By Gregory Wilpert, May 6, 2002
More and more details about the attempted coup against President Hugo Chavez of Venezuela are beginning to emerge, although much of it still remains shrouded in mystery. The perhaps biggest unsolved mystery is who were the snipers who
started the shooting at the April 11 demonstrations, which resulted in 17 dead, and provided the justification for the coup? It appears that there were as many as five or six snipers, firing from various buildings, some of whom might have been arrested, but who were subsequently freed during the brief coup regime, before they could be identified. Earlier reports that two members of the radical and violent left-wing opposition party Bandera Roja were among the
snipers have become less certain. Chavez supporters here, though, have little doubt that the only ones who could have stood to gain from shooting at demonstrators were those who planned the coup. Anti-Chavez forces, though, seem to argue that Chavez is so mentally instable that he would place
snipers, even to shoot his own supporters and even if it is against all logic and self-interest.
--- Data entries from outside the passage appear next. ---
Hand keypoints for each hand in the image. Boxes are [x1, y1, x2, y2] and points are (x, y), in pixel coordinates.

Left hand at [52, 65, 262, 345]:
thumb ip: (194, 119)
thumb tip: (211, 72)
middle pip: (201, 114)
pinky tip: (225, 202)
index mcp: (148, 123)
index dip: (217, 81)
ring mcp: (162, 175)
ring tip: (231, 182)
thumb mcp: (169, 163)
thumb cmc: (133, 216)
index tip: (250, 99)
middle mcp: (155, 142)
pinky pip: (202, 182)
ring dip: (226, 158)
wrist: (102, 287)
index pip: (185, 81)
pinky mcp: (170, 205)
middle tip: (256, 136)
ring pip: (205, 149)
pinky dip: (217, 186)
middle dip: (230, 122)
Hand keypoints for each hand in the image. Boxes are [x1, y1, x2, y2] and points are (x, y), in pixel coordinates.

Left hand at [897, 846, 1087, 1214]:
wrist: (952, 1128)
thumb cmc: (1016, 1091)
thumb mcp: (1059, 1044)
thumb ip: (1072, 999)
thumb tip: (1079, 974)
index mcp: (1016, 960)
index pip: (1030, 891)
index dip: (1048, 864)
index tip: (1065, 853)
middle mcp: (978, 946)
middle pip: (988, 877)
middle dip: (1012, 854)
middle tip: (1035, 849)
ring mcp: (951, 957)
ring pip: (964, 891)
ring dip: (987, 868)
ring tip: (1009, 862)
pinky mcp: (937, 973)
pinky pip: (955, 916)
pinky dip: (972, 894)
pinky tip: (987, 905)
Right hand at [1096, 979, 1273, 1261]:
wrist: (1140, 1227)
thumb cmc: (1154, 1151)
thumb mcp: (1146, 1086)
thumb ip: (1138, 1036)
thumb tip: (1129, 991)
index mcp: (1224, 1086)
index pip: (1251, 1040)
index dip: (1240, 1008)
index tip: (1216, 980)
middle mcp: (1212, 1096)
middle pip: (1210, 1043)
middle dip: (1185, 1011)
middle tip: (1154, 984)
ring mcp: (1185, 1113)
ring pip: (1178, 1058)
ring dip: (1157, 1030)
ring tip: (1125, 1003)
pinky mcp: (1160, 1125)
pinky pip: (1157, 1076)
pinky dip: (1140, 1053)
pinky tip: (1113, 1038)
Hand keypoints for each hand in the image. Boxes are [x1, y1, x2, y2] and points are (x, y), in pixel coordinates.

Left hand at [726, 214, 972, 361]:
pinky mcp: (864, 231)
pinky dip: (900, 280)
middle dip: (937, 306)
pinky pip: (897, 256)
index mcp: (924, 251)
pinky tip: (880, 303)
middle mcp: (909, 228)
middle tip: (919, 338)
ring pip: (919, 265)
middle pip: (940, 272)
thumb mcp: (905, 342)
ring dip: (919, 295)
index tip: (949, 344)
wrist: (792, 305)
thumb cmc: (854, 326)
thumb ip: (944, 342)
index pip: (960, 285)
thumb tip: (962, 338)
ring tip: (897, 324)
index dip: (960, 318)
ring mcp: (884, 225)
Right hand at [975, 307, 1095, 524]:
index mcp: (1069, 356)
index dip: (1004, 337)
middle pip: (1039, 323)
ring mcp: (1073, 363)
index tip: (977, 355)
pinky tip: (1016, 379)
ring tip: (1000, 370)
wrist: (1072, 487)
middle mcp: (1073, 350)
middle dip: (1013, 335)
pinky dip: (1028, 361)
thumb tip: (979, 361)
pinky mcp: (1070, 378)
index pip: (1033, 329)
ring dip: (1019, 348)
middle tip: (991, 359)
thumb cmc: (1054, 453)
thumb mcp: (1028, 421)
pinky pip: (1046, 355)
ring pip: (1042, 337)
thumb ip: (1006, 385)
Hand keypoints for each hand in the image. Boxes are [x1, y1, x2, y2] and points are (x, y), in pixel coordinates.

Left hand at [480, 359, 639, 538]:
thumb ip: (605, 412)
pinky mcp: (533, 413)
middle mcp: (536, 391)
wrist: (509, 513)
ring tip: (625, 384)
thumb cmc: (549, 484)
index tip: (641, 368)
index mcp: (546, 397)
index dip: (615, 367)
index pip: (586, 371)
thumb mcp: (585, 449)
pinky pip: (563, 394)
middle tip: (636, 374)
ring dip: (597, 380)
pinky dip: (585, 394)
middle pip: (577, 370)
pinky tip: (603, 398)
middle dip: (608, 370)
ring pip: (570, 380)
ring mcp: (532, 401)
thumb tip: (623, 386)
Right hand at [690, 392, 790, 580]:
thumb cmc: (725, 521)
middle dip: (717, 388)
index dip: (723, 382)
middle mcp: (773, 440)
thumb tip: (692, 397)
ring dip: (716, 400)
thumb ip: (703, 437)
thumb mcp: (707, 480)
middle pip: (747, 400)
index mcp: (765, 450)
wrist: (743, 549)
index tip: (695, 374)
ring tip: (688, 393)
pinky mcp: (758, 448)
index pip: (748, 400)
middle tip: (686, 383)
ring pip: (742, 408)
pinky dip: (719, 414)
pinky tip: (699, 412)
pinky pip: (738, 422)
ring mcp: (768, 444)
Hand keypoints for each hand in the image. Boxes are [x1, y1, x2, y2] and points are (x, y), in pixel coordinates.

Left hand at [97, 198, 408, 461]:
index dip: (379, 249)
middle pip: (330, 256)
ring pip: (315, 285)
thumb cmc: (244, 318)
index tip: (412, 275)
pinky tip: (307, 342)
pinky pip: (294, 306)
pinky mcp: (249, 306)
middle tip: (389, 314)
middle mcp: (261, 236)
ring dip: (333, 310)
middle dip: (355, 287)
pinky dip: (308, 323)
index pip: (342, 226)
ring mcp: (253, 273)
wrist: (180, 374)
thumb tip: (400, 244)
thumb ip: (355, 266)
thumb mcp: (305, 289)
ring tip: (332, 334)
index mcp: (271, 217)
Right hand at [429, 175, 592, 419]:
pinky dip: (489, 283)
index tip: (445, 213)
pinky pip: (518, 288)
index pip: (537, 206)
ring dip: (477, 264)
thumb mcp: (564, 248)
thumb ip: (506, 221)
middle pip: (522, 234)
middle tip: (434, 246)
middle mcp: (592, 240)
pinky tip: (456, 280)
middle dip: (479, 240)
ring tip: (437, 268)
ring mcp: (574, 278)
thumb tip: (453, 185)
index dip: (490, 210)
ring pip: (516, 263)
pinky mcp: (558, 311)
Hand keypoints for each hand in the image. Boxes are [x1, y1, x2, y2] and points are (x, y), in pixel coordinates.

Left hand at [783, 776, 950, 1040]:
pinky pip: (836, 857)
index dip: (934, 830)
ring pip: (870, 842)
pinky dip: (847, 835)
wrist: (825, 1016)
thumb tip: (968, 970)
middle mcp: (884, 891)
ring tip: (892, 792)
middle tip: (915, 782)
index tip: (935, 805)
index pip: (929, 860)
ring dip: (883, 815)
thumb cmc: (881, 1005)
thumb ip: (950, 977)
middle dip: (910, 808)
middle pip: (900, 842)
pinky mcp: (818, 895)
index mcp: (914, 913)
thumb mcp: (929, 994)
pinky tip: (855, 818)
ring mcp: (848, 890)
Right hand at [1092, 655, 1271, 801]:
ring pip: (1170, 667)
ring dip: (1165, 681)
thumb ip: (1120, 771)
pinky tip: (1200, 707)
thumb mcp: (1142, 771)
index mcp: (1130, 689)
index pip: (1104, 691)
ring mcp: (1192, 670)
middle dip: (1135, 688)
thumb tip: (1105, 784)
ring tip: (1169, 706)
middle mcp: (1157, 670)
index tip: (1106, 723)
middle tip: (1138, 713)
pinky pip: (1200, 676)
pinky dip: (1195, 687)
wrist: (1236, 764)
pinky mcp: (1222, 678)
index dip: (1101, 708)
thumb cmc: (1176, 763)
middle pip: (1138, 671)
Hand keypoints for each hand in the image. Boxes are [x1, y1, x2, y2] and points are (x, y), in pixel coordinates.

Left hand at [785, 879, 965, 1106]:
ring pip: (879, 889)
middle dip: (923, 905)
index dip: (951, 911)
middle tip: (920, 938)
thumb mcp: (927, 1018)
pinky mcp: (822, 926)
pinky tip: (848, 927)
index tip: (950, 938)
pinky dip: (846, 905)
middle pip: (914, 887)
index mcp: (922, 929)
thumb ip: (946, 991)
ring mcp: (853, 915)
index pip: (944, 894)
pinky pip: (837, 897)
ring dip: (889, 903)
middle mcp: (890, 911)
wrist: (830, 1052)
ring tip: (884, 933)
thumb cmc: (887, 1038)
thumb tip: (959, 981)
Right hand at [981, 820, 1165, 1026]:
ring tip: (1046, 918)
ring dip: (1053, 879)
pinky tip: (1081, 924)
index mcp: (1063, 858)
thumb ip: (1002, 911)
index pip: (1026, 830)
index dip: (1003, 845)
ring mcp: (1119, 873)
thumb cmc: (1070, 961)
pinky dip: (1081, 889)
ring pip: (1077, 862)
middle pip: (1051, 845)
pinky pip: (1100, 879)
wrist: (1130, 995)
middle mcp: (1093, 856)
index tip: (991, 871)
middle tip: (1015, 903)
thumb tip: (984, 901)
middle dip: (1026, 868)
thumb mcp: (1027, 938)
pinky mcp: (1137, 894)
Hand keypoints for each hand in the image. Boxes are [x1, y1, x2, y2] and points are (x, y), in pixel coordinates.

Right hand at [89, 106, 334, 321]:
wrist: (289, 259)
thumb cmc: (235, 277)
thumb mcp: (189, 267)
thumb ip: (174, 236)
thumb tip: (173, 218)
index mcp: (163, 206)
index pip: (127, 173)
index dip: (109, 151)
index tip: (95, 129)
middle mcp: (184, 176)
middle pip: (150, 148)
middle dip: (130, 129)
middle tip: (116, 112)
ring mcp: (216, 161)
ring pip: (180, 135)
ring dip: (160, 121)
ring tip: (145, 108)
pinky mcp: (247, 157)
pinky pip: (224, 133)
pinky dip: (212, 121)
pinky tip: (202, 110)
Of course, another big mystery that is on everyone's mind here in Venezuela is
the extent to which the U.S. government was involved. There is little doubt now
that the U.S. government has been supporting the Venezuelan opposition
financially and through advice, as recent New York Times and Washington Post
articles have reported. The National Endowment for Democracy, a US government
funded institution known for its support of anti-progressive forces throughout
the world, has provided nearly $1 million to Chavez' opposition in 2001, with
another $1 million in the pipeline for 2002. Also, as Wayne Madsen, a former
National Security Agency intelligence officer, reports, the U.S. Navy had
stationed ships off of the coast of Venezuela to monitor troop movements and
report these to the officers involved in the coup attempt. Assuming that the
coup was carefully planned down into the last detail and not merely a
coincidence of events, as the coup supporters here claim, one has to also
assume
that there was a central coordinating force behind this normally uncoordinated
and fragmented opposition movement. Whether the U.S. government played that
coordinating role or exactly how involved the U.S. really was we will probably
not find out for certain until the relevant documents are declassified decades
from now.
Chavez since the coup attempt
Perhaps more important than the details of how the coup was organized, is what
the coup means for the future of Chavez' policies and his hold on power. The
coup has done at least five things to change the political situation in
Venezuela. First, it has helped Chavez separate the secret opponents and
opportunists from his true loyalists. The coup lasted just barely long enough
for the opportunists in his government to reveal themselves when they
celebrated the coup.
Second, because the coup failed, and because it provided some clarity as to who
is with Chavez and who is not, it has emboldened many hardline Chavez
supporters to push for fuller implementation of Chavez' political program.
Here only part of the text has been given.